● REQUIRED ACTION: Where does the string "bottom" appear in the material? Copy each line that holds it.

● MATERIAL FOR THIS TASK:
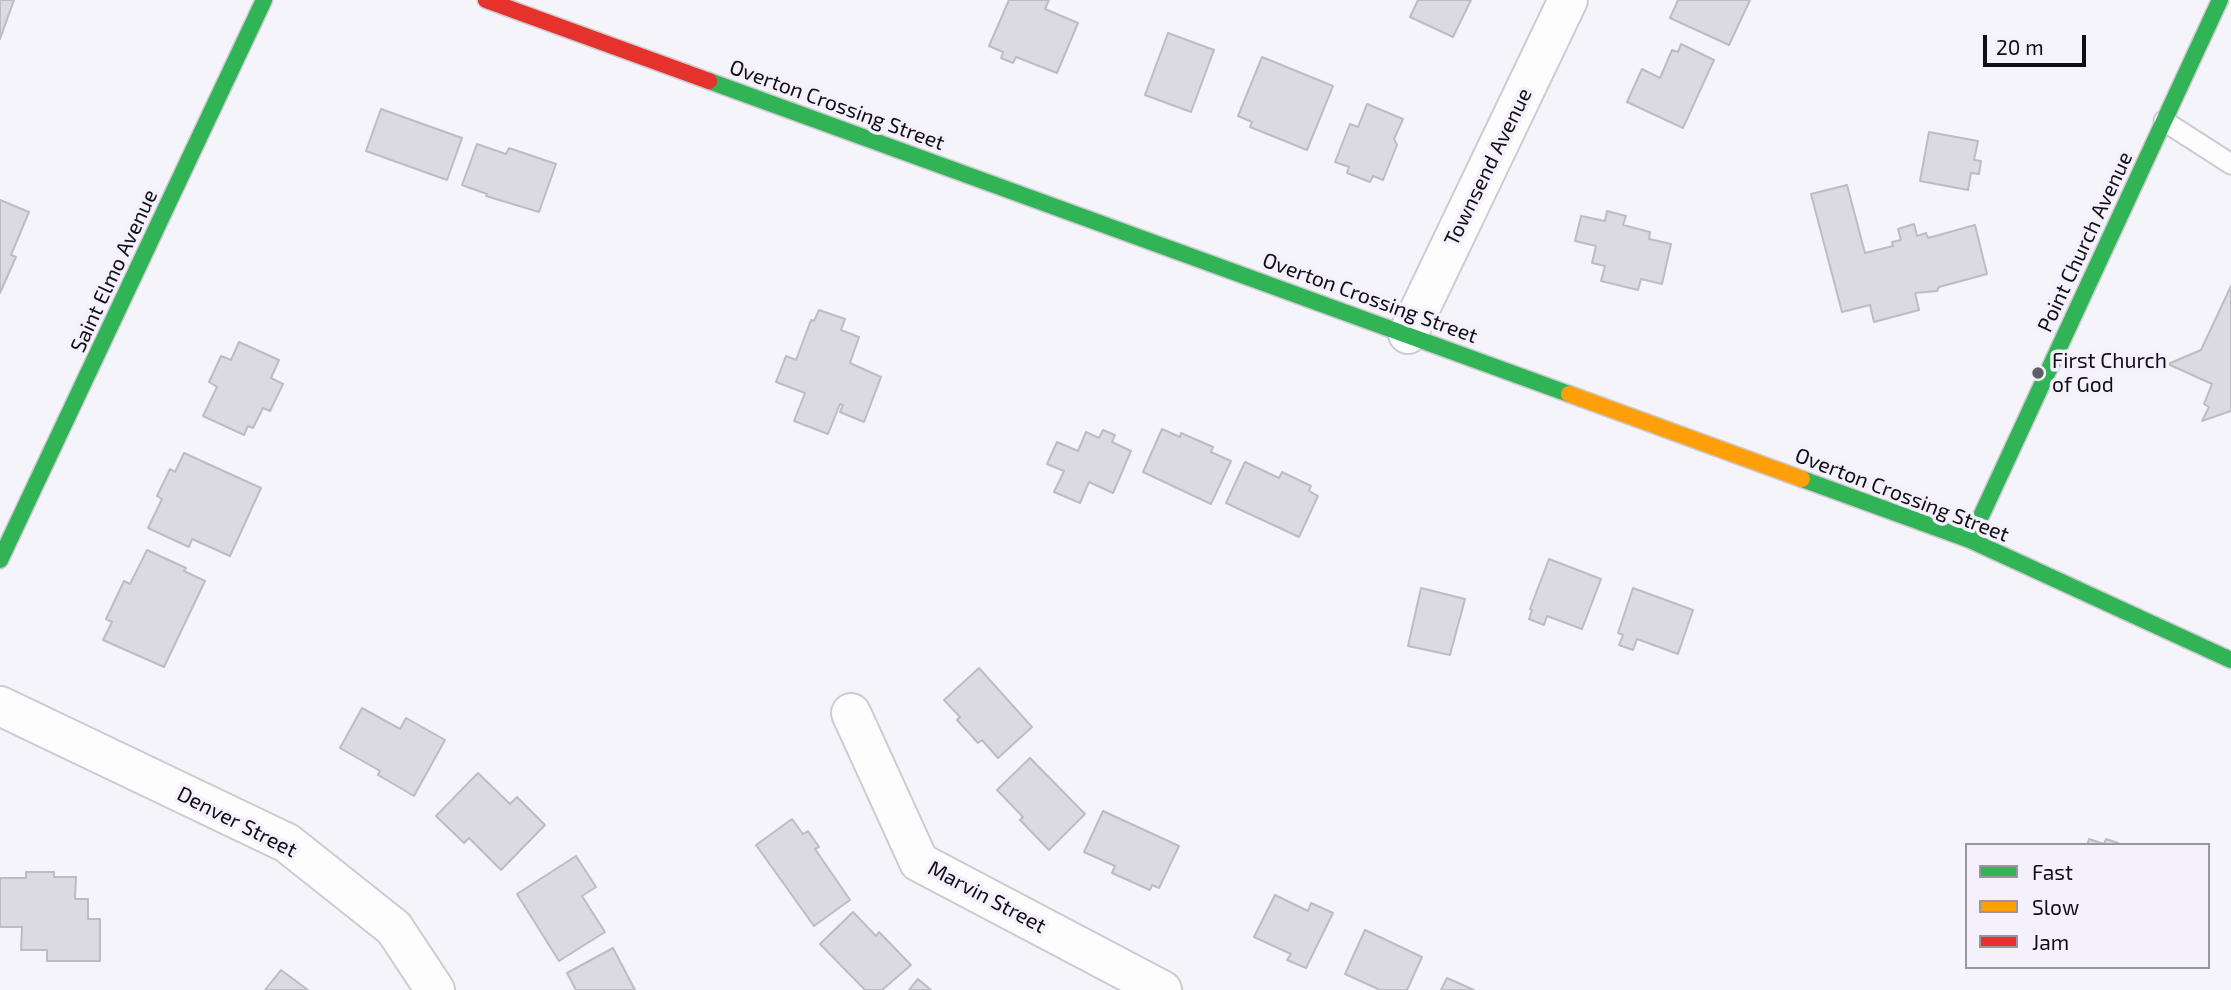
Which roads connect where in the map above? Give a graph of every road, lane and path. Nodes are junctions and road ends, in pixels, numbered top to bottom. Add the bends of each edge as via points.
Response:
1 (264, 0) edge
2 (486, 0) edge
3 (1568, 0) edge
4 (2220, 0) edge
5 (2164, 121) junction
6 (2231, 164) edge
7 (1408, 334) junction
8 (1970, 540) junction
9 (0, 560) edge
10 (2231, 660) edge
11 (0, 706) edge
12 (851, 713) dead end
13 (435, 990) edge
14 (1162, 990) edge

1 - 9 street, Saint Elmo Avenue
2 - 7 street, Overton Crossing Street
3 - 7 street, Townsend Avenue
4 - 5 street, Point Church Avenue
5 - 6 lane
5 - 8 street, Point Church Avenue
7 - 8 street, Overton Crossing Street
8 - 10 street, Overton Crossing Street
11 - 13 street, Denver Street via 287,843 394,928
12 - 14 street, Marvin Street via 919,862

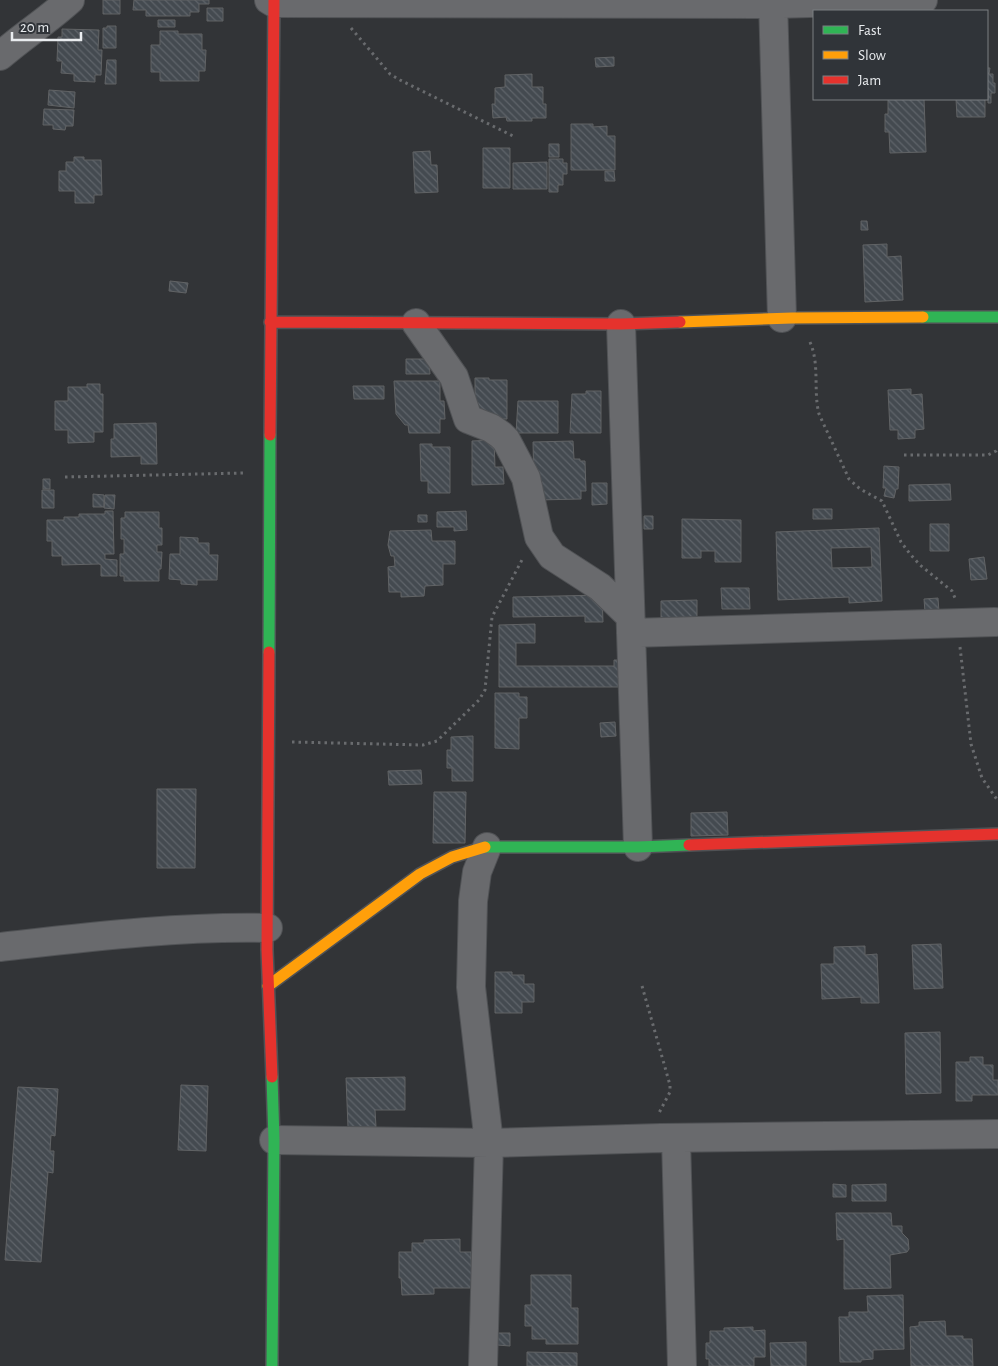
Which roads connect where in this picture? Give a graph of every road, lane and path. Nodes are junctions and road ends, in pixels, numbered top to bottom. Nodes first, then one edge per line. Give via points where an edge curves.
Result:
1 (70, 0) edge
2 (923, 0) edge
3 (272, 1) edge
4 (773, 2) edge
5 (329, 3) junction
6 (0, 56) edge
7 (515, 137) dead end
8 (998, 317) edge
9 (787, 318) junction
10 (270, 322) junction
11 (416, 323) junction
12 (622, 324) junction
13 (998, 448) edge
14 (904, 455) dead end
15 (270, 472) junction
16 (65, 477) dead end
17 (537, 533) junction
18 (957, 622) junction
19 (995, 622) dead end
20 (631, 624) junction
21 (269, 742) junction
22 (998, 801) edge
23 (998, 834) edge
24 (638, 846) junction
25 (487, 847) junction
26 (268, 928) junction
27 (0, 947) edge
28 (268, 986) junction
29 (642, 986) dead end
30 (998, 1134) edge
31 (668, 1138) junction
32 (274, 1140) junction
33 (488, 1143) junction
34 (272, 1366) edge
35 (482, 1366) edge
36 (682, 1366) edge

1 - 6 street
2 - 4 street
3 - 5 street
3 - 10 street
4 - 5 street
4 - 9 street
5 - 7 path via 390,74
8 - 9 street
9 - 12 street
9 - 18 path via 811,344 816,363 818,414 849,479 882,501 910,554 952,592
10 - 11 street
10 - 15 street
11 - 12 street
11 - 17 street via 454,377 468,418 501,435 514,453 530,491
12 - 20 street
13 - 14 path via 988,455
15 - 16 path
15 - 21 street
17 - 20 street via 552,556 600,587
17 - 21 path via 492,617 486,690 437,741 423,745
18 - 19 street
18 - 20 street
18 - 22 path via 970,744 982,778
20 - 24 street
21 - 26 street
23 - 24 street
24 - 25 street
25 - 28 street via 454,855 403,886
25 - 33 street via 477,872 473,901 471,987
26 - 27 street via 191,928
26 - 28 street
28 - 32 street
29 - 31 path via 670,1085 670,1092 655,1121 655,1126
30 - 31 street
31 - 33 street
31 - 36 street
32 - 33 street
32 - 34 street
33 - 35 street

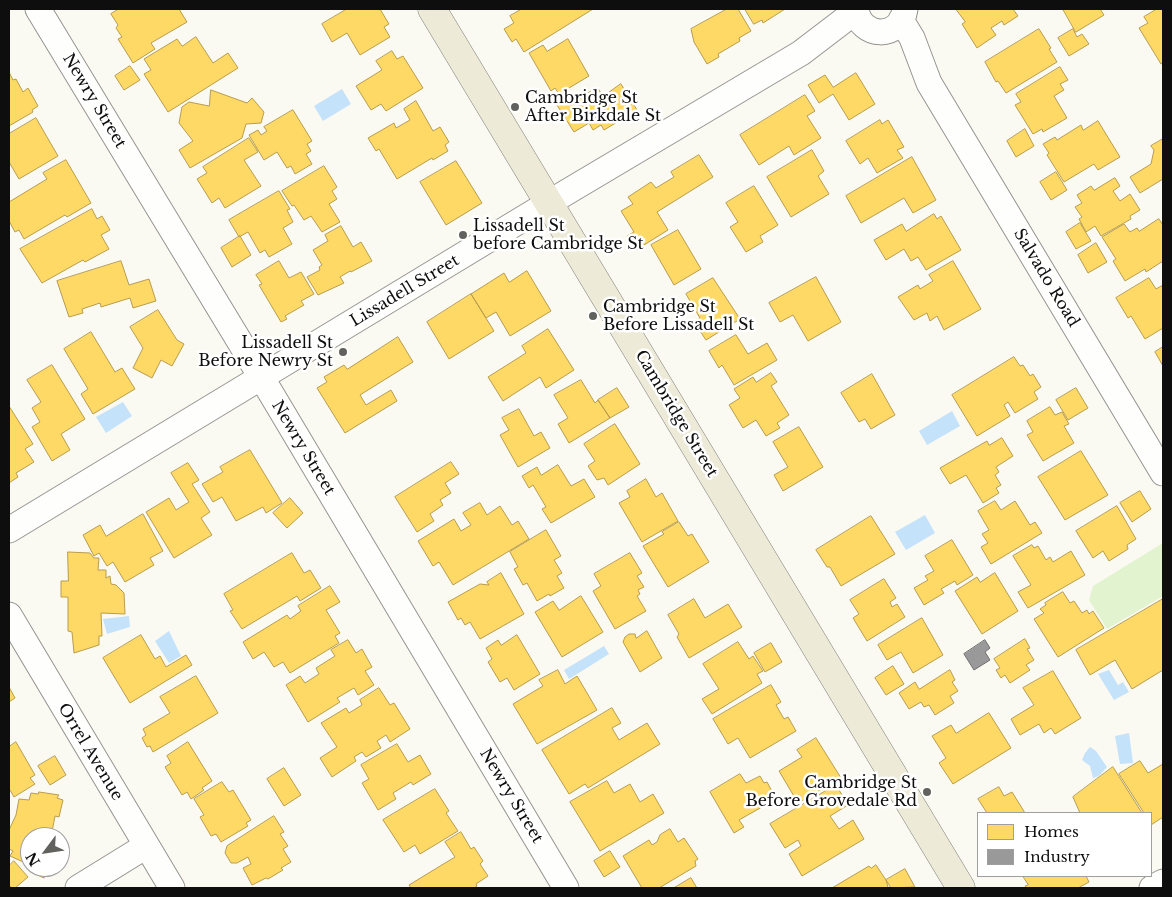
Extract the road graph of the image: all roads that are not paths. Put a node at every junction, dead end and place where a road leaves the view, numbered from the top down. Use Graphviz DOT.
graph roads {
  1 [pos="38,9"];
  2 [pos="432,9"];
  3 [pos="903,14"];
  4 [pos="864,20"];
  5 [pos="928,83"];
  6 [pos="549,204"];
  7 [pos="261,377"];
  8 [pos="1163,473"];
  9 [pos="9,530"];
  10 [pos="9,615"];
  11 [pos="146,846"];
  12 [pos="1163,882"];
  13 [pos="78,888"];
  14 [pos="172,888"];
  15 [pos="566,888"];
  16 [pos="961,888"];
  17 [pos="1152,888"];
  1 -- 7 [label="street, Newry Street"];
  2 -- 6 [label="main road, Cambridge Street"];
  3 -- 4 [label="street, Lissadell Street"];
  3 -- 5 [label="street, Salvado Road"];
  4 -- 5 [label="street, Salvado Road"];
  4 -- 6 [label="street, Lissadell Street"];
  5 -- 8 [label="street, Salvado Road"];
  6 -- 7 [label="street, Lissadell Street"];
  6 -- 16 [label="main road, Cambridge Street"];
  7 -- 9 [label="street, Lissadell Street"];
  7 -- 15 [label="street, Newry Street"];
  10 -- 11 [label="street, Orrel Avenue"];
  11 -- 13 [label="street"];
  11 -- 14 [label="street, Orrel Avenue"];
  12 -- 17 [label="street"];
}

● WRITTEN ANSWER:
Which roads connect where in the map above? Give a graph of every road, lane and path. Nodes are junctions and road ends, in pixels, numbered top to bottom. Add the bends of each edge as via points.
Which roads connect where in this picture? Give a graph of every road, lane and path. Nodes are junctions and road ends, in pixels, numbered top to bottom. Nodes first, then one edge per line. Give via points where an edge curves.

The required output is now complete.